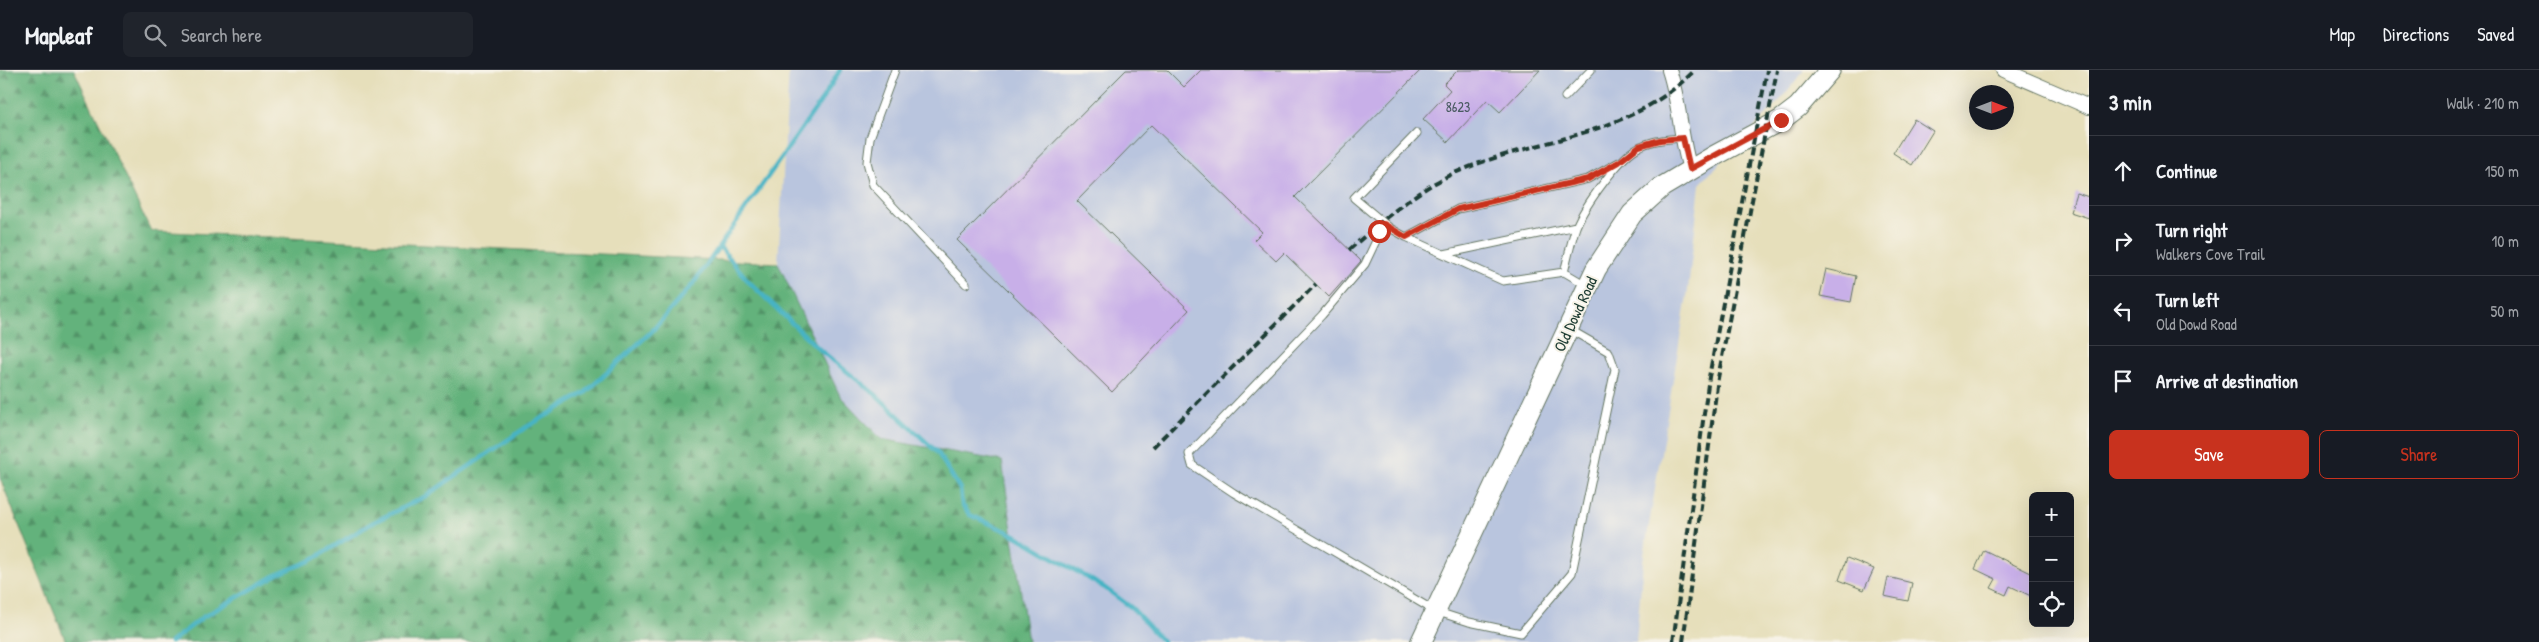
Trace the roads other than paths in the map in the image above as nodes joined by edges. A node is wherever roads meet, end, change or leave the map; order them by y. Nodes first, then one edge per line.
1 (895, 70) edge
2 (1591, 70) edge
3 (1669, 70) edge
4 (1830, 70) edge
5 (2003, 70) edge
6 (1565, 97) dead end
7 (2089, 107) edge
8 (1417, 133) dead end
9 (1683, 138) junction
10 (1619, 162) junction
11 (1690, 169) junction
12 (1384, 224) junction
13 (1576, 226) junction
14 (1406, 237) junction
15 (1444, 254) junction
16 (1564, 272) junction
17 (966, 284) dead end
18 (1588, 286) junction
19 (1568, 328) junction
20 (1435, 611) junction
21 (1421, 642) edge

1 - 17 lane
2 - 6 lane
3 - 9 street
4 - 11 street, Old Dowd Road
5 - 7 street
8 - 12 lane
9 - 10 lane
9 - 11 street
10 - 13 lane
10 - 14 lane
11 - 18 street, Old Dowd Road
12 - 14 lane
12 - 20 lane
13 - 15 lane
13 - 16 lane
14 - 15 lane
15 - 16 lane
16 - 18 lane
18 - 19 street, Old Dowd Road
19 - 20 street, Old Dowd Road
19 - 20 lane
20 - 21 street, Old Dowd Road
========
→ Task: Now transcribe all the entries above exactly, so that no picture is carried over.

→ Written response:
Trace the roads other than paths in the map in the image above as nodes joined by edges. A node is wherever roads meet, end, change or leave the map; order them by y. Nodes first, then one edge per line.
1 (895, 70) edge
2 (1591, 70) edge
3 (1669, 70) edge
4 (1830, 70) edge
5 (2003, 70) edge
6 (1565, 97) dead end
7 (2089, 107) edge
8 (1417, 133) dead end
9 (1683, 138) junction
10 (1619, 162) junction
11 (1690, 169) junction
12 (1384, 224) junction
13 (1576, 226) junction
14 (1406, 237) junction
15 (1444, 254) junction
16 (1564, 272) junction
17 (966, 284) dead end
18 (1588, 286) junction
19 (1568, 328) junction
20 (1435, 611) junction
21 (1421, 642) edge

1 - 17 lane
2 - 6 lane
3 - 9 street
4 - 11 street, Old Dowd Road
5 - 7 street
8 - 12 lane
9 - 10 lane
9 - 11 street
10 - 13 lane
10 - 14 lane
11 - 18 street, Old Dowd Road
12 - 14 lane
12 - 20 lane
13 - 15 lane
13 - 16 lane
14 - 15 lane
15 - 16 lane
16 - 18 lane
18 - 19 street, Old Dowd Road
19 - 20 street, Old Dowd Road
19 - 20 lane
20 - 21 street, Old Dowd Road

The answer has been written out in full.